A great example of this is the opening three pages. At first we see a very striking war zone image. We hear soldiers shooting at each other, bombs going off and buildings collapsing. The sounds dominate the panels, taking precedence over the pictures. Then it pulls back to reveal that the action we are 
seeing is really just a newscast and we are actually in an apartment with a couple who are arguing and a baby that is crying. All of those noises are now added into the mix, creating a visual cacophony. The following page shows Gabby’s best friend Cindy walking down the street in Brooklyn. Her phone is ringing, sending vibrant red music notes dancing across the panel while we see other noises in the background. Over the course of Cindy’s phone conversation, the background noises encroach further and the panels tighten up claustrophobically until there is nothing but Cindy and the noise.  When we return to Gabby and the Doctor on page 5 we are treated to wide open spaces and that built up tension is finally released.

Some of the wordplay used here is reminiscent of Marvel’s blind superhero Daredevil, who sees using sound. Perhaps it might even be an homage to that style.

One of the major fallacies of standalone stories is the pacing. Echo moves forward at almost breakneck speed with short and concise plot panels and action sequences that are very limited. The reduced number of panels showing explosions and battles is actually a nice change when compared to the massive page eating spreads that dominate most mainstream publications and are used to turn two issues worth of plot into five comics.  

This story has a quick resolution that appropriately gives the reader just a moment to pause for reflection before nudging them on to the next story.

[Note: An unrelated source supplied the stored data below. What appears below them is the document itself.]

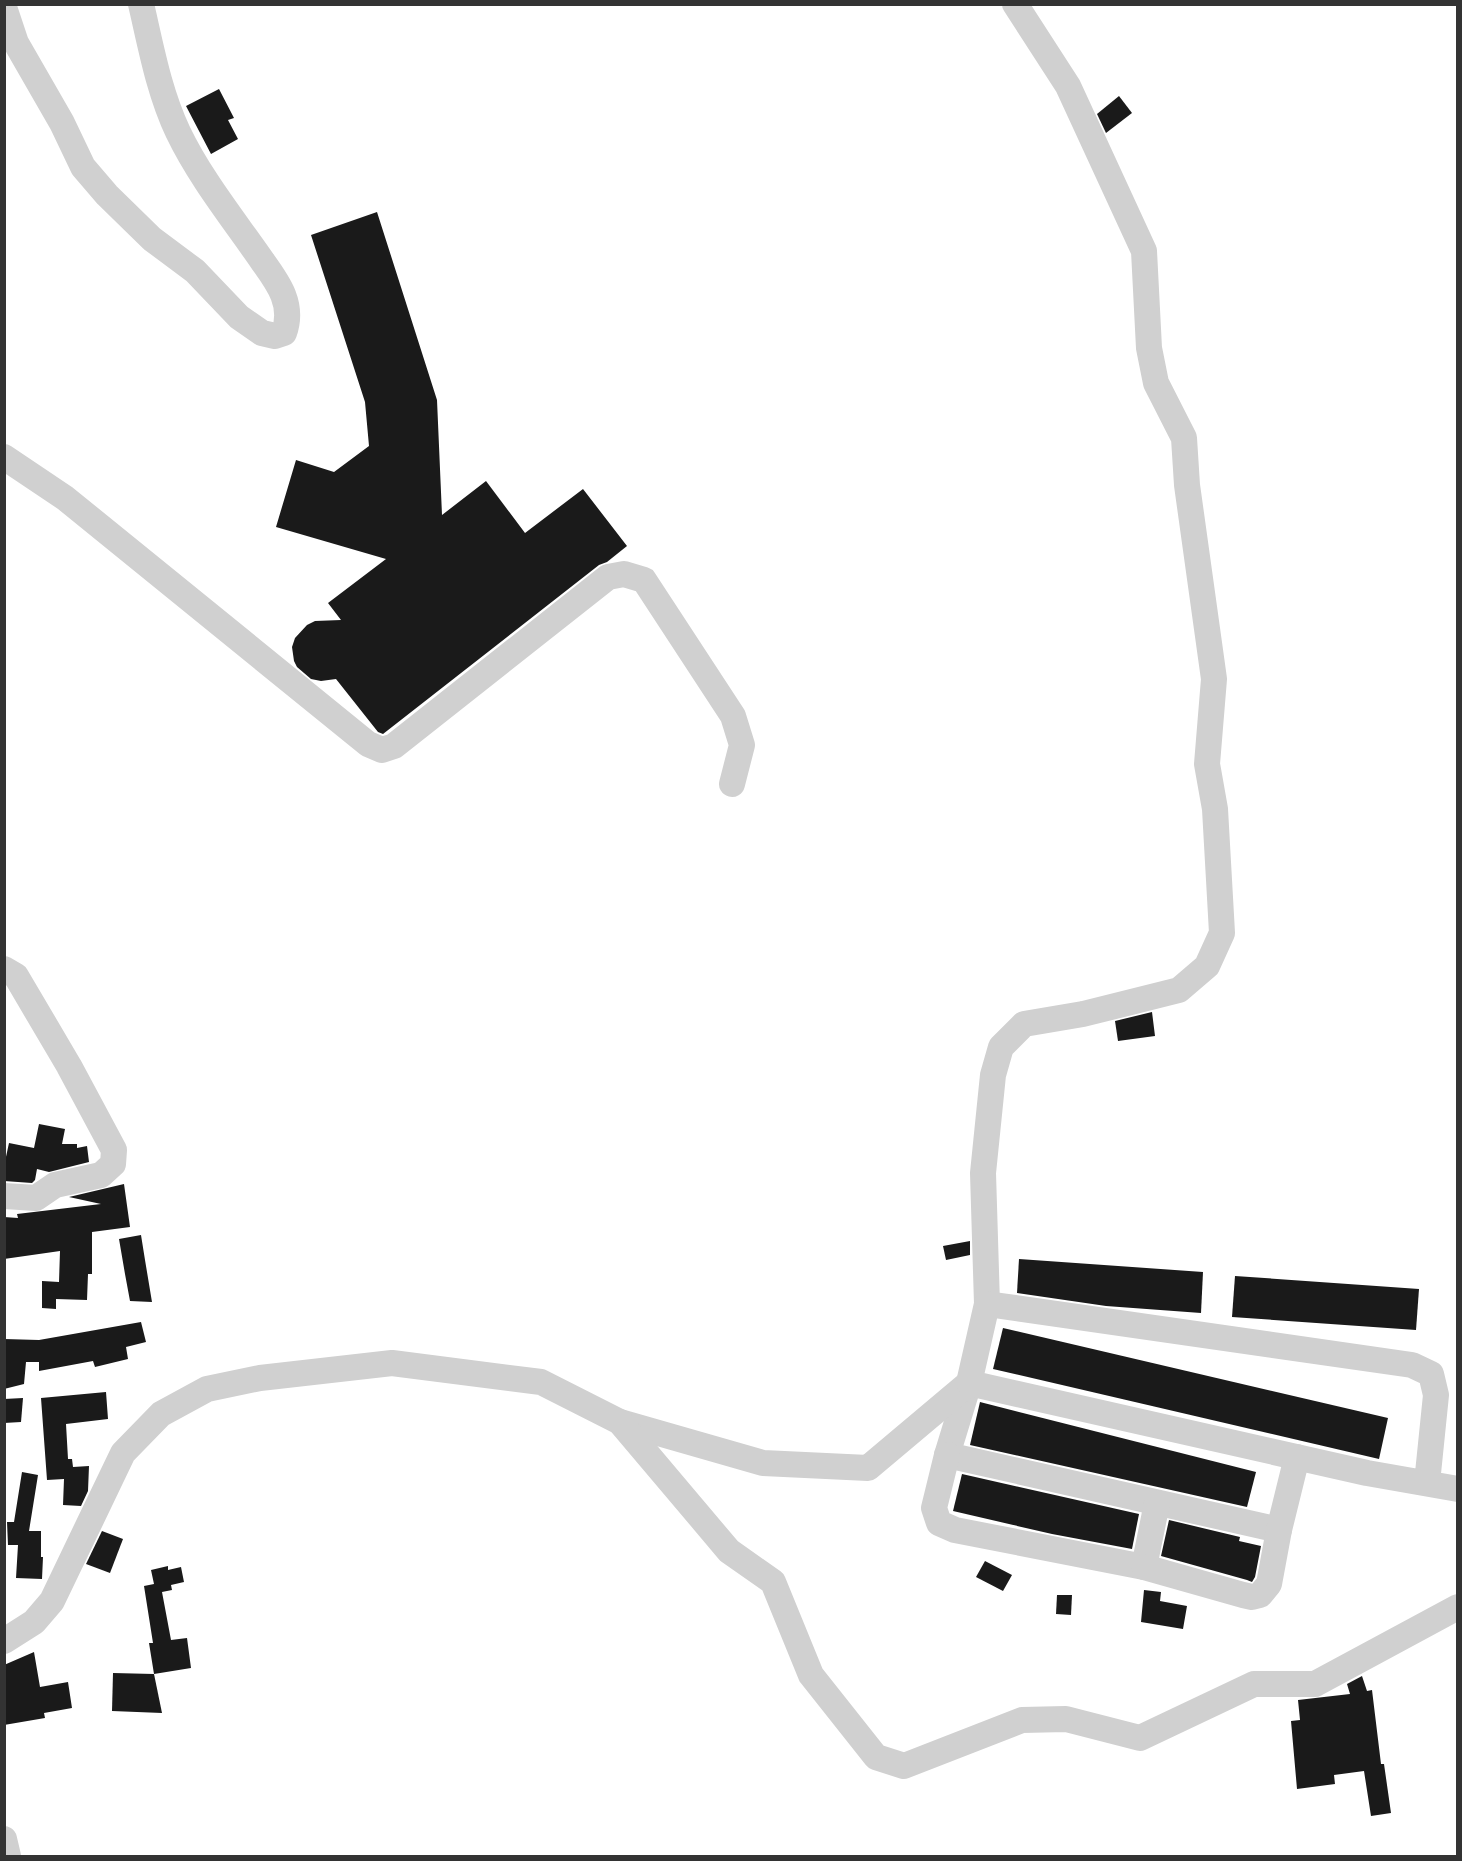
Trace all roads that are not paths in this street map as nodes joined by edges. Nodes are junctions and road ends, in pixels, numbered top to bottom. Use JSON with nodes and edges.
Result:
{"nodes":[{"id":1,"x":141,"y":4,"type":"edge"},
{"id":2,"x":1015,"y":4,"type":"edge"},
{"id":3,"x":4,"y":7,"type":"edge"},
{"id":4,"x":4,"y":457,"type":"edge"},
{"id":5,"x":732,"y":784,"type":"dead end"},
{"id":6,"x":4,"y":969,"type":"edge"},
{"id":7,"x":4,"y":1196,"type":"edge"},
{"id":8,"x":987,"y":1304,"type":"junction"},
{"id":9,"x":969,"y":1383,"type":"junction"},
{"id":10,"x":620,"y":1422,"type":"junction"},
{"id":11,"x":947,"y":1455,"type":"junction"},
{"id":12,"x":1297,"y":1457,"type":"junction"},
{"id":13,"x":1427,"y":1483,"type":"junction"},
{"id":14,"x":1458,"y":1489,"type":"edge"},
{"id":15,"x":1157,"y":1503,"type":"junction"},
{"id":16,"x":1279,"y":1530,"type":"junction"},
{"id":17,"x":1144,"y":1567,"type":"junction"},
{"id":18,"x":1458,"y":1607,"type":"edge"},
{"id":19,"x":4,"y":1641,"type":"edge"},
{"id":20,"x":4,"y":1839,"type":"edge"},
{"id":21,"x":8,"y":1857,"type":"edge"}],
"edges":[{"from":1,"to":3,"type":"street"},
{"from":2,"to":8,"type":"street"},
{"from":4,"to":5,"type":"street"},
{"from":6,"to":7,"type":"street"},
{"from":8,"to":9,"type":"street"},
{"from":8,"to":13,"type":"street"},
{"from":9,"to":10,"type":"street"},
{"from":9,"to":11,"type":"street"},
{"from":9,"to":12,"type":"street"},
{"from":10,"to":18,"type":"street"},
{"from":10,"to":19,"type":"street"},
{"from":11,"to":15,"type":"street"},
{"from":11,"to":17,"type":"street"},
{"from":12,"to":13,"type":"street"},
{"from":12,"to":16,"type":"street"},
{"from":13,"to":14,"type":"street"},
{"from":15,"to":16,"type":"street"},
{"from":15,"to":17,"type":"street"},
{"from":16,"to":17,"type":"street"},
{"from":20,"to":21,"type":"street"}]}
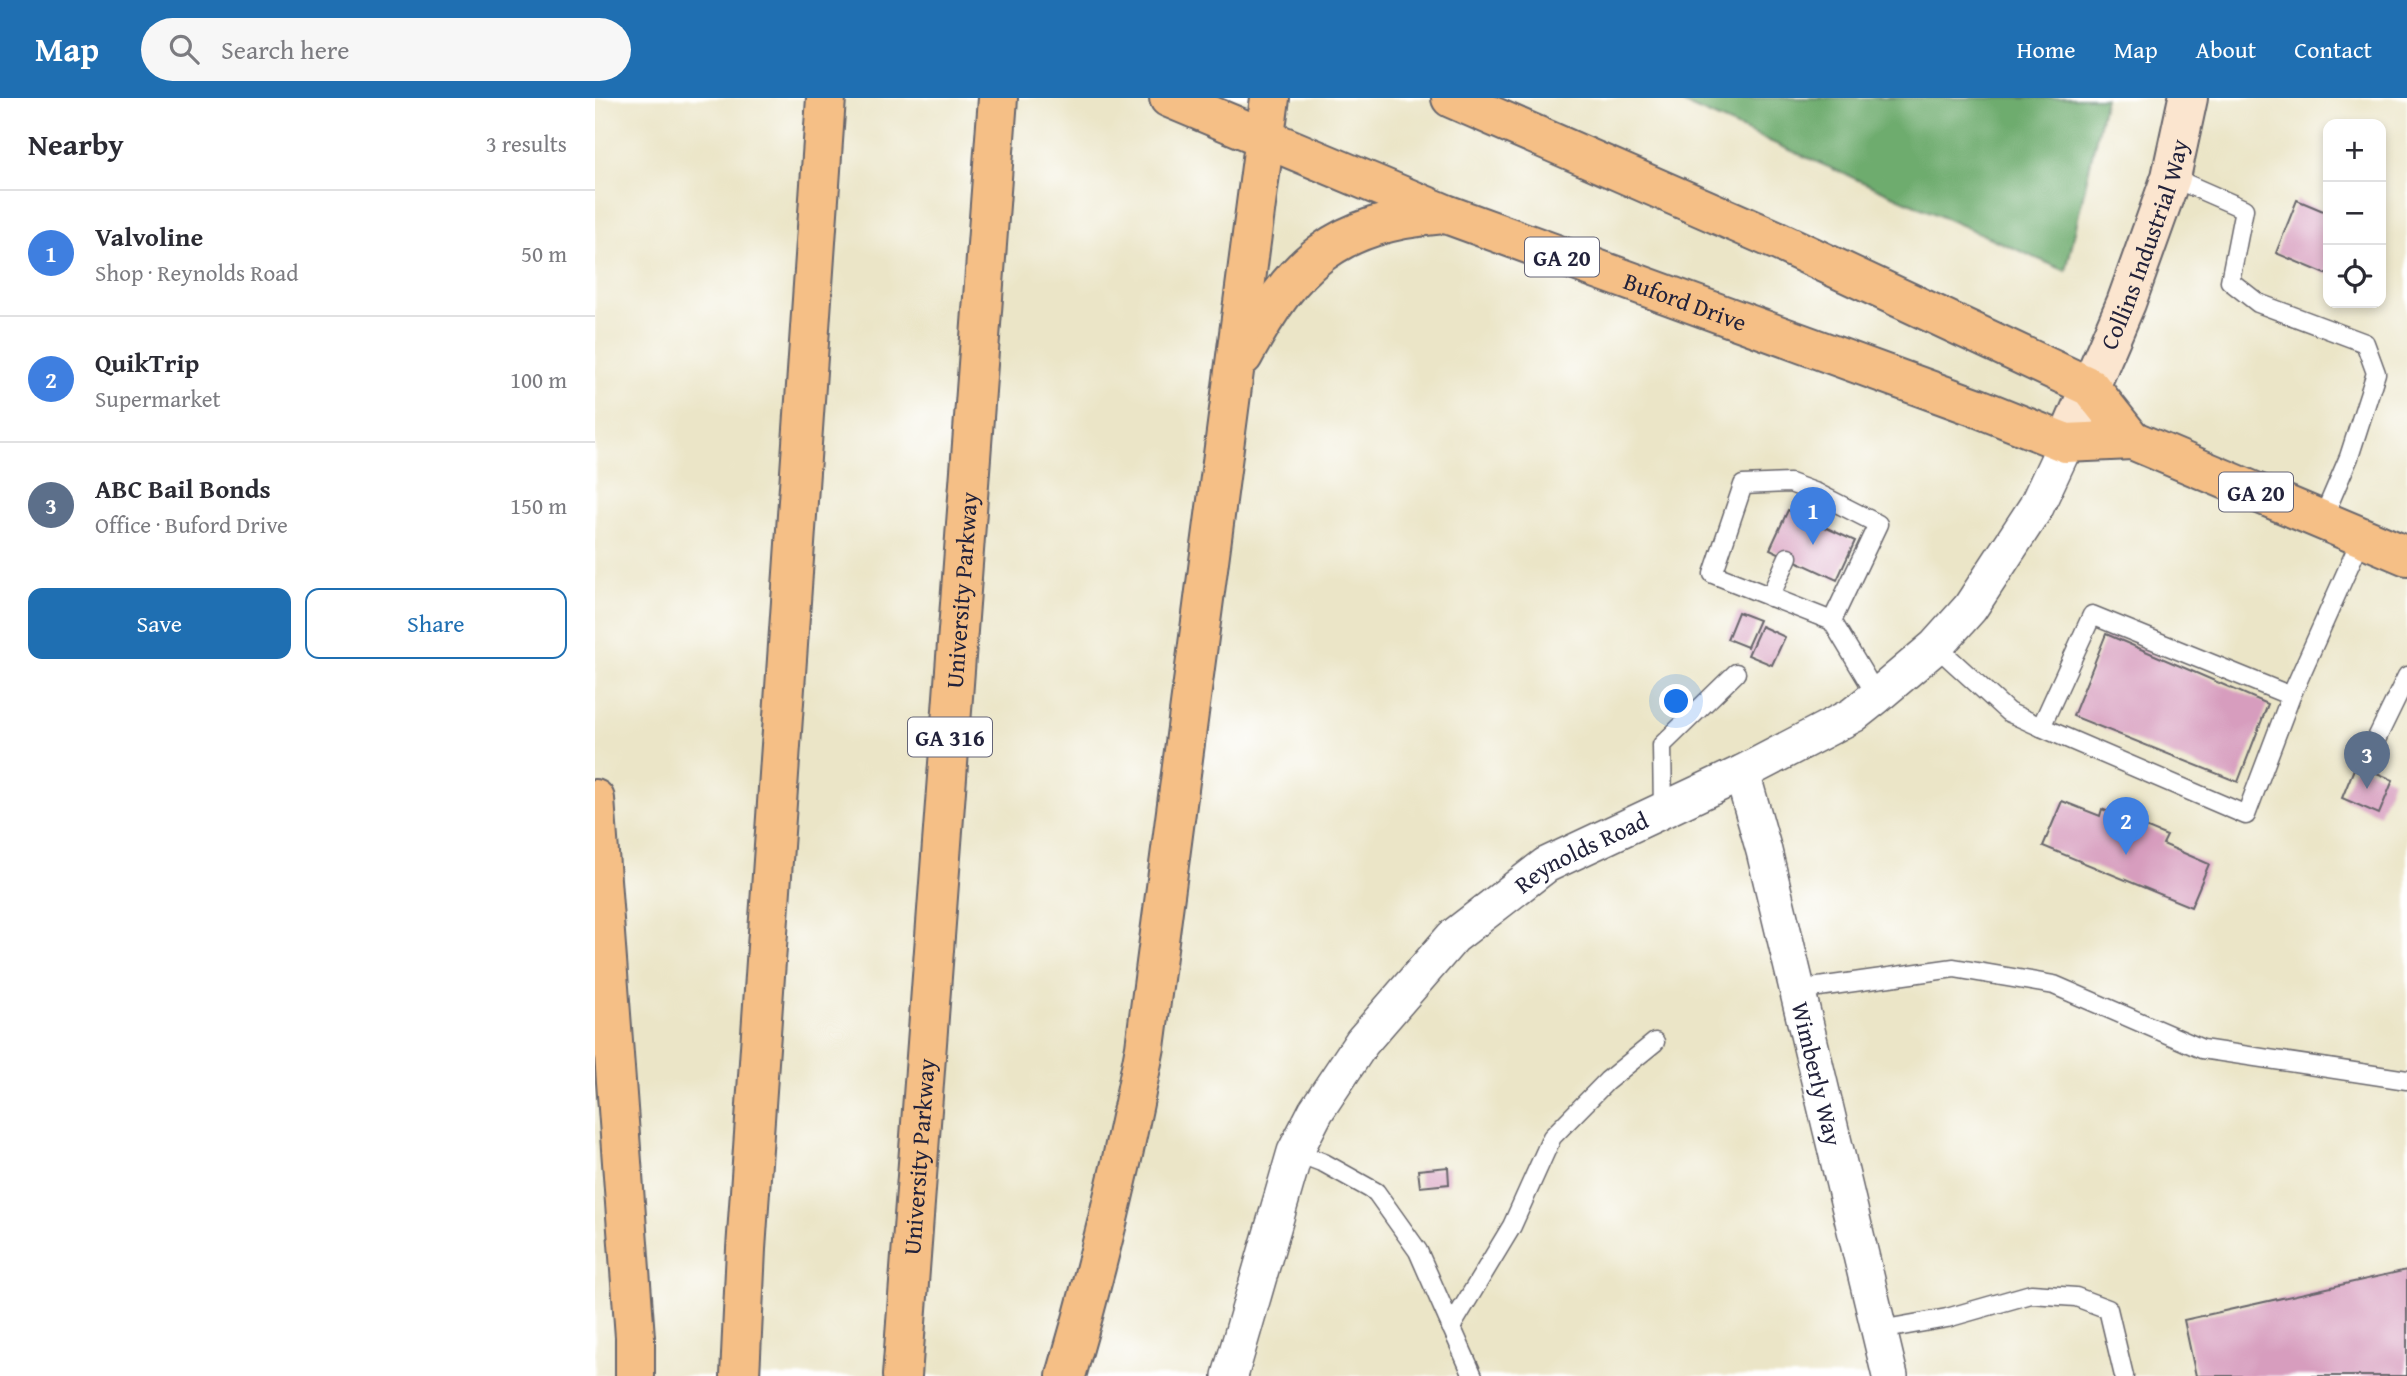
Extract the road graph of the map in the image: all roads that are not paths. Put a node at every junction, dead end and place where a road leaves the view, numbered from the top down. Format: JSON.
{"nodes":[{"id":1,"x":826,"y":98,"type":"edge"},
{"id":2,"x":998,"y":98,"type":"edge"},
{"id":3,"x":1169,"y":98,"type":"edge"},
{"id":4,"x":1271,"y":98,"type":"edge"},
{"id":5,"x":1451,"y":98,"type":"edge"},
{"id":6,"x":2188,"y":98,"type":"edge"},
{"id":7,"x":1265,"y":140,"type":"junction"},
{"id":8,"x":2171,"y":177,"type":"junction"},
{"id":9,"x":1446,"y":214,"type":"junction"},
{"id":10,"x":1232,"y":376,"type":"junction"},
{"id":11,"x":2090,"y":387,"type":"junction"},
{"id":12,"x":2131,"y":440,"type":"junction"},
{"id":13,"x":2066,"y":443,"type":"junction"},
{"id":14,"x":1817,"y":493,"type":"junction"},
{"id":15,"x":1805,"y":517,"type":"dead end"},
{"id":16,"x":2322,"y":520,"type":"junction"},
{"id":17,"x":2362,"y":537,"type":"junction"},
{"id":18,"x":2407,"y":556,"type":"edge"},
{"id":19,"x":1788,"y":557,"type":"dead end"},
{"id":20,"x":1770,"y":597,"type":"junction"},
{"id":21,"x":1832,"y":621,"type":"junction"},
{"id":22,"x":1936,"y":646,"type":"junction"},
{"id":23,"x":1736,"y":673,"type":"dead end"},
{"id":24,"x":2407,"y":676,"type":"edge"},
{"id":25,"x":1877,"y":696,"type":"junction"},
{"id":26,"x":2291,"y":696,"type":"junction"},
{"id":27,"x":2041,"y":727,"type":"junction"},
{"id":28,"x":2372,"y":748,"type":"dead end"},
{"id":29,"x":1742,"y":773,"type":"junction"},
{"id":30,"x":595,"y":799,"type":"edge"},
{"id":31,"x":1663,"y":810,"type":"junction"},
{"id":32,"x":1797,"y":990,"type":"junction"},
{"id":33,"x":1655,"y":1042,"type":"dead end"},
{"id":34,"x":2407,"y":1080,"type":"edge"},
{"id":35,"x":1295,"y":1152,"type":"junction"},
{"id":36,"x":1451,"y":1327,"type":"junction"},
{"id":37,"x":1880,"y":1331,"type":"junction"},
{"id":38,"x":635,"y":1337,"type":"junction"},
{"id":39,"x":635,"y":1376,"type":"edge"},
{"id":40,"x":642,"y":1376,"type":"edge"},
{"id":41,"x":740,"y":1376,"type":"edge"},
{"id":42,"x":902,"y":1376,"type":"edge"},
{"id":43,"x":1066,"y":1376,"type":"edge"},
{"id":44,"x":1230,"y":1376,"type":"edge"},
{"id":45,"x":1473,"y":1376,"type":"edge"},
{"id":46,"x":1890,"y":1376,"type":"edge"},
{"id":47,"x":2124,"y":1376,"type":"edge"}],
"edges":[{"from":1,"to":41,"type":"highway"},
{"from":2,"to":42,"type":"highway","name":"University Parkway","number":"GA 316"},
{"from":3,"to":7,"type":"highway","name":"Buford Drive","number":"GA 20"},
{"from":4,"to":7,"type":"highway"},
{"from":5,"to":11,"type":"highway","name":"Buford Drive","number":"GA 20"},
{"from":6,"to":8,"type":"street","name":"Collins Industrial Way"},
{"from":7,"to":9,"type":"highway","name":"Buford Drive","number":"GA 20"},
{"from":7,"to":10,"type":"highway"},
{"from":8,"to":11,"type":"street","name":"Collins Industrial Way"},
{"from":8,"to":16,"type":"lane"},
{"from":9,"to":10,"type":"highway"},
{"from":9,"to":13,"type":"highway","name":"Buford Drive","number":"GA 20"},
{"from":10,"to":43,"type":"highway"},
{"from":11,"to":12,"type":"highway","name":"Buford Drive","number":"GA 20"},
{"from":11,"to":13,"type":"street","name":"Collins Industrial Way"},
{"from":12,"to":13,"type":"highway","name":"Buford Drive","number":"GA 20"},
{"from":12,"to":16,"type":"highway","name":"Buford Drive","number":"GA 20"},
{"from":13,"to":22,"type":"street","name":"Reynolds Road"},
{"from":14,"to":15,"type":"lane"},
{"from":14,"to":20,"type":"lane"},
{"from":14,"to":21,"type":"lane"},
{"from":16,"to":17,"type":"highway","name":"Buford Drive","number":"GA 20"},
{"from":17,"to":18,"type":"highway","name":"Buford Drive","number":"GA 20"},
{"from":17,"to":26,"type":"lane"},
{"from":19,"to":20,"type":"lane"},
{"from":20,"to":21,"type":"lane"},
{"from":21,"to":25,"type":"lane"},
{"from":22,"to":25,"type":"street","name":"Reynolds Road"},
{"from":22,"to":27,"type":"lane"},
{"from":23,"to":31,"type":"lane"},
{"from":24,"to":28,"type":"lane"},
{"from":25,"to":29,"type":"street","name":"Reynolds Road"},
{"from":26,"to":27,"type":"lane"},
{"from":26,"to":27,"type":"lane"},
{"from":29,"to":31,"type":"street","name":"Reynolds Road"},
{"from":29,"to":32,"type":"street","name":"Wimberly Way"},
{"from":30,"to":38,"type":"highway"},
{"from":31,"to":35,"type":"street","name":"Reynolds Road"},
{"from":32,"to":34,"type":"lane"},
{"from":32,"to":37,"type":"street","name":"Wimberly Way"},
{"from":33,"to":36,"type":"lane"},
{"from":35,"to":36,"type":"lane"},
{"from":35,"to":44,"type":"street","name":"Reynolds Road"},
{"from":36,"to":45,"type":"lane"},
{"from":37,"to":46,"type":"street","name":"Wimberly Way"},
{"from":37,"to":47,"type":"lane"},
{"from":38,"to":39,"type":"highway"},
{"from":38,"to":40,"type":"highway"}]}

Overall the story was an enjoyable read, but the plot was often predictable. With Gabby as the lead, it was inevitable that she would become the hero and save the day, her family and the earth. It tries to use familiar NYC back drops to give the story a more international feel, but instead it felt like retreading material that was done better on our television screens. All of those short comings are more than made up for by the phenomenal art direction. This was a visually dynamic comic to read.  

Bonus Humour Strip: A Rose By Any Other Name by Rachael Smith.

In this installment Rose-the-cat wants the Doctor to get over Rose-the-human, so she suggests a shopping trip. The Doctor agrees and takes them to a planet just outside Nebula 6879H that has been having a going out of business sale since the beginning of time.  The Doctor tries on a few new outfits to comedic effect and makes some purchases. It seems Rose-the-cat had ulterior motives for the shopping spree when she dives in and begins playing in all the empty boxes.  The strip is mildly amusing, with no real tie in to the main comic storyline except for a line at the end about trying to enjoy the little things in life.